Jack Schulte prefers to fly in summer—and he does so for six months a year. In June, July, and August, he flies a Cessna 182 in the Mountain West from his home at Alpine Airpark in Wyoming. In December, January, and February, he takes an Aviat Husky A-1C throughout New Zealand during the Southern Hemisphere summer.
Schulte’s wife Marion is a Kiwi, and together they follow an endless summer migration between their native countries. At the same time, Schulte tries to transplant the best aviation traditions between the United States and New Zealand.

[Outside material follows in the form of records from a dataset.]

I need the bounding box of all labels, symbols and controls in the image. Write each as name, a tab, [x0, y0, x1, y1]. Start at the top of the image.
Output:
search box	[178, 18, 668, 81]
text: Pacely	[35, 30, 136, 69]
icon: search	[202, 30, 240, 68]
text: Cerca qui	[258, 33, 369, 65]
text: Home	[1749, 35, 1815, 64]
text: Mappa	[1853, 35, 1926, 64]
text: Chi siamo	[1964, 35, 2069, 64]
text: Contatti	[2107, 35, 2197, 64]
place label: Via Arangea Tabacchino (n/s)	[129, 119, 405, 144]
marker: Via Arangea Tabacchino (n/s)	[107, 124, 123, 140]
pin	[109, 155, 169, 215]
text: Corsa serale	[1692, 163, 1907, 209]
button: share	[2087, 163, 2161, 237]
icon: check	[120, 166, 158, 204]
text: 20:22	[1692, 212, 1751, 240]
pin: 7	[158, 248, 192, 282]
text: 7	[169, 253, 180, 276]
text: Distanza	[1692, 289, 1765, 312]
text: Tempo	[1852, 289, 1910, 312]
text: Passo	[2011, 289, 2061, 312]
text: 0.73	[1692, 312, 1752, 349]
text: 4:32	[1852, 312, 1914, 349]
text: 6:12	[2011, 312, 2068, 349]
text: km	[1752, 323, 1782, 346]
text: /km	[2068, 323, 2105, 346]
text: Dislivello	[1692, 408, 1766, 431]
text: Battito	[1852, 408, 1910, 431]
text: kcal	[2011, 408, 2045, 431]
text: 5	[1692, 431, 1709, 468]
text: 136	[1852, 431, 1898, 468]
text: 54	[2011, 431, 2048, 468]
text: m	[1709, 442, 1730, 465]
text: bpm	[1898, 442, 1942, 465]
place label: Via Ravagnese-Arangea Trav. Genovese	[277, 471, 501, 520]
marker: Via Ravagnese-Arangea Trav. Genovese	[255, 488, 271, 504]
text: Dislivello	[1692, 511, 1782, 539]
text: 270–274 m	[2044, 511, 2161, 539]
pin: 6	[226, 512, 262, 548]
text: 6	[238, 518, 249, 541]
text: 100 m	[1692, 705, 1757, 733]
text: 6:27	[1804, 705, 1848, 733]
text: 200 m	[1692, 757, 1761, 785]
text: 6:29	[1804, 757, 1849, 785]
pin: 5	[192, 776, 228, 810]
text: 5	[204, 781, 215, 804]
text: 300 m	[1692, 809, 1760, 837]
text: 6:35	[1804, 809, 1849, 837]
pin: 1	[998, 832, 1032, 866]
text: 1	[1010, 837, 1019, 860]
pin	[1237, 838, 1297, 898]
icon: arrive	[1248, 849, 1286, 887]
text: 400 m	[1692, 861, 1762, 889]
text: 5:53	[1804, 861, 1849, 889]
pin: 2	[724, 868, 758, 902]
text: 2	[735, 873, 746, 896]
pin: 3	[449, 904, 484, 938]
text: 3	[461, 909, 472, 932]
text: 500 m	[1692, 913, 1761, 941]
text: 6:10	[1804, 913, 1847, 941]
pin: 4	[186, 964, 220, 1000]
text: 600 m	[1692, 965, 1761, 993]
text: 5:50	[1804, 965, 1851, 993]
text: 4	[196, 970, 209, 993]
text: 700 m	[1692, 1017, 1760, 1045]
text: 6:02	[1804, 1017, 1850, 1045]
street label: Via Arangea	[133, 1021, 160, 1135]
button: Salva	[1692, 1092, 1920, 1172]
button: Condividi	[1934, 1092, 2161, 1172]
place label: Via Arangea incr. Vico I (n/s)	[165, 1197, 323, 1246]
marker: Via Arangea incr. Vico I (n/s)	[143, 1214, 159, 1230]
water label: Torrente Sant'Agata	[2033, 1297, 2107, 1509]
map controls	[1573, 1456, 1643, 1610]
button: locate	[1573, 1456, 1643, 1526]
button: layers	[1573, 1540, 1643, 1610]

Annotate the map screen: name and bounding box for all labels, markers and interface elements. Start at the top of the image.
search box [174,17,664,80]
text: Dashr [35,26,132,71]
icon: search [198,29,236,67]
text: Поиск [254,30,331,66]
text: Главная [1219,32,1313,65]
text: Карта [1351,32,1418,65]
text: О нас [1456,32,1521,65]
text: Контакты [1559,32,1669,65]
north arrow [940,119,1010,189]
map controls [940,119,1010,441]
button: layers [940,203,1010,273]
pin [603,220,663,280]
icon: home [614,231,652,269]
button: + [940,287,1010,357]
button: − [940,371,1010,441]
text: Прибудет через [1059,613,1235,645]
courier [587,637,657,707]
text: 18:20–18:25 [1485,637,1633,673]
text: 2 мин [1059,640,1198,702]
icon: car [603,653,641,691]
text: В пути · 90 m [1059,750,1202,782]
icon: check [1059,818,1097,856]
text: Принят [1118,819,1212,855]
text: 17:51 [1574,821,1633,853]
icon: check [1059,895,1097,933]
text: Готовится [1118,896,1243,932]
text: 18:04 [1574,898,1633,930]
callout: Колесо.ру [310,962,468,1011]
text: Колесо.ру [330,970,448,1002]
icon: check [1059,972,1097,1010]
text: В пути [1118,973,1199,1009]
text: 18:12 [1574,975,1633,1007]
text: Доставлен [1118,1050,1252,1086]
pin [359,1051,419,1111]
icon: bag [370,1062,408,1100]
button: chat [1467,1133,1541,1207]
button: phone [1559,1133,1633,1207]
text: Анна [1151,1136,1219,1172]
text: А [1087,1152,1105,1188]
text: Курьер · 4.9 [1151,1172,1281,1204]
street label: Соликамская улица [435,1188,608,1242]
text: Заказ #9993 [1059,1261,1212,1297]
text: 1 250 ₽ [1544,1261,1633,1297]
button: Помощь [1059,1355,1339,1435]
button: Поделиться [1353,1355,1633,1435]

Many Kiwi pilots have been guests at Alpine Airpark, and Schulte takes them flying throughout North America where general aviation pilots fly IFR and use airports without the stiff ATC charges, landing fees, and bureaucratic hurdles they face in their home country. He has led them on mountain trips with the “Husky Brigade,” a boisterous group of backcountry fliers, and guided them as far as Alaska. He also brings them on annual treks to EAA’s AirVenture in Oshkosh to show them the world’s largest aviation gathering.
In New Zealand, Schulte has helped introduce an American charity, Angel Flight, to his home region on the North Island, and he recruits fellow pilots to take part in medical missions. The former trader on the Chicago Mercantile Exchange also runs East Bay Aviation in the town of Whakatane, which offers scenic flights over White Island—an active volcano—and helps pilots from the U.S. and other countries update their licenses so that they can fly GA throughout New Zealand.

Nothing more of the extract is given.